[What to produce]
What is the number of lines below that contain the string "Perdana"? Give it and nothing else.

****************************************

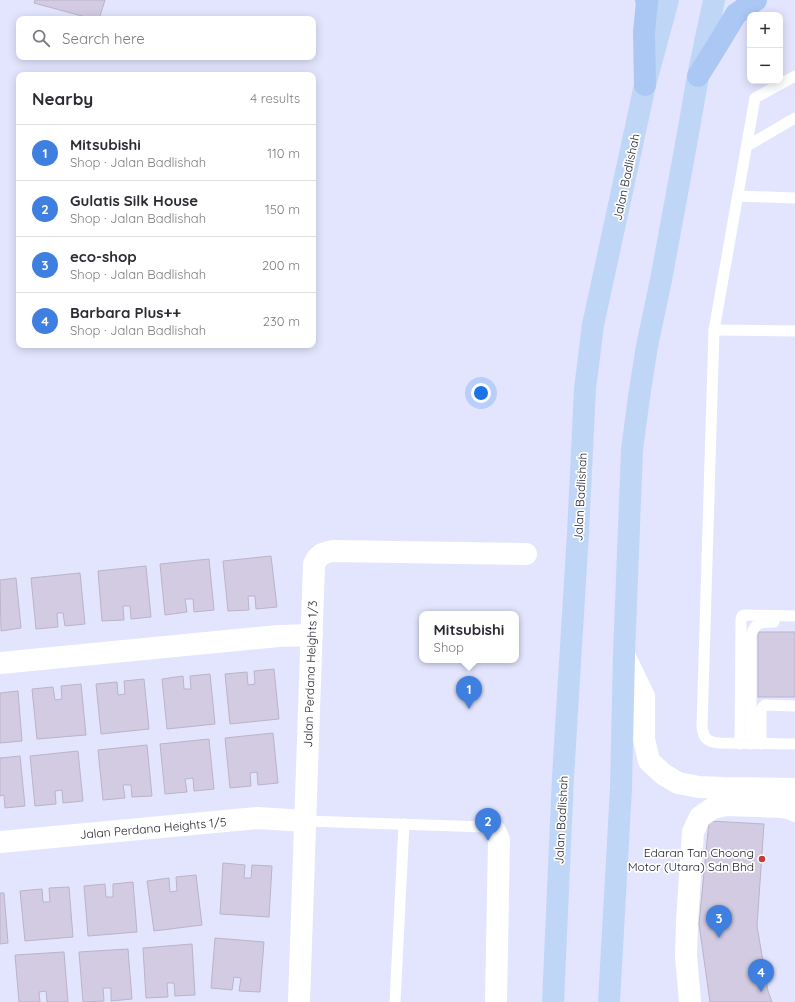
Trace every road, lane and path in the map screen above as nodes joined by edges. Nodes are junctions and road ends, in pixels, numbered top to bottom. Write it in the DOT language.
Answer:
graph roads {
  1 [pos="646,0"];
  2 [pos="668,0"];
  3 [pos="714,0"];
  4 [pos="756,0"];
  5 [pos="698,76"];
  6 [pos="795,76"];
  7 [pos="645,86"];
  8 [pos="795,118"];
  9 [pos="747,146"];
  10 [pos="738,196"];
  11 [pos="795,198"];
  12 [pos="714,330"];
  13 [pos="795,331"];
  14 [pos="526,554"];
  15 [pos="795,616"];
  16 [pos="795,622"];
  17 [pos="312,635"];
  18 [pos="624,655"];
  19 [pos="0,663"];
  20 [pos="795,706"];
  21 [pos="750,744"];
  22 [pos="795,744"];
  23 [pos="795,789"];
  24 [pos="724,796"];
  25 [pos="795,811"];
  26 [pos="306,821"];
  27 [pos="404,824"];
  28 [pos="495,831"];
  29 [pos="0,842"];
  30 [pos="300,1002"];
  31 [pos="395,1002"];
  32 [pos="496,1002"];
  33 [pos="553,1002"];
  34 [pos="609,1002"];
  35 [pos="690,1002"];
  1 -- 7 [label="highway"];
  2 -- 7 [label="main road, Jalan Badlishah"];
  3 -- 5 [label="main road"];
  4 -- 5 [label="highway"];
  5 -- 18 [label="main road"];
  6 -- 9 [label="lane"];
  7 -- 33 [label="main road, Jalan Badlishah"];
  8 -- 9 [label="lane"];
  9 -- 10 [label="lane"];
  10 -- 11 [label="lane"];
  10 -- 12 [label="lane"];
  12 -- 13 [label="lane"];
  12 -- 21 [label="lane"];
  14 -- 17 [label="street, Jalan Perdana Heights 1/3"];
  15 -- 21 [label="lane"];
  16 -- 21 [label="lane"];
  17 -- 19 [label="street"];
  17 -- 26 [label="street, Jalan Perdana Heights 1/3"];
  18 -- 24 [label="street"];
  18 -- 34 [label="main road"];
  20 -- 21 [label="lane"];
  21 -- 22 [label="lane"];
  23 -- 24 [label="street"];
  24 -- 25 [label="street"];
  24 -- 35 [label="street"];
  26 -- 27 [label="lane"];
  26 -- 29 [label="street, Jalan Perdana Heights 1/5"];
  26 -- 30 [label="street, Jalan Perdana Heights 1/3"];
  27 -- 28 [label="lane"];
  27 -- 31 [label="lane"];
  28 -- 32 [label="street"];
}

****************************************

[Response to this exercise]
4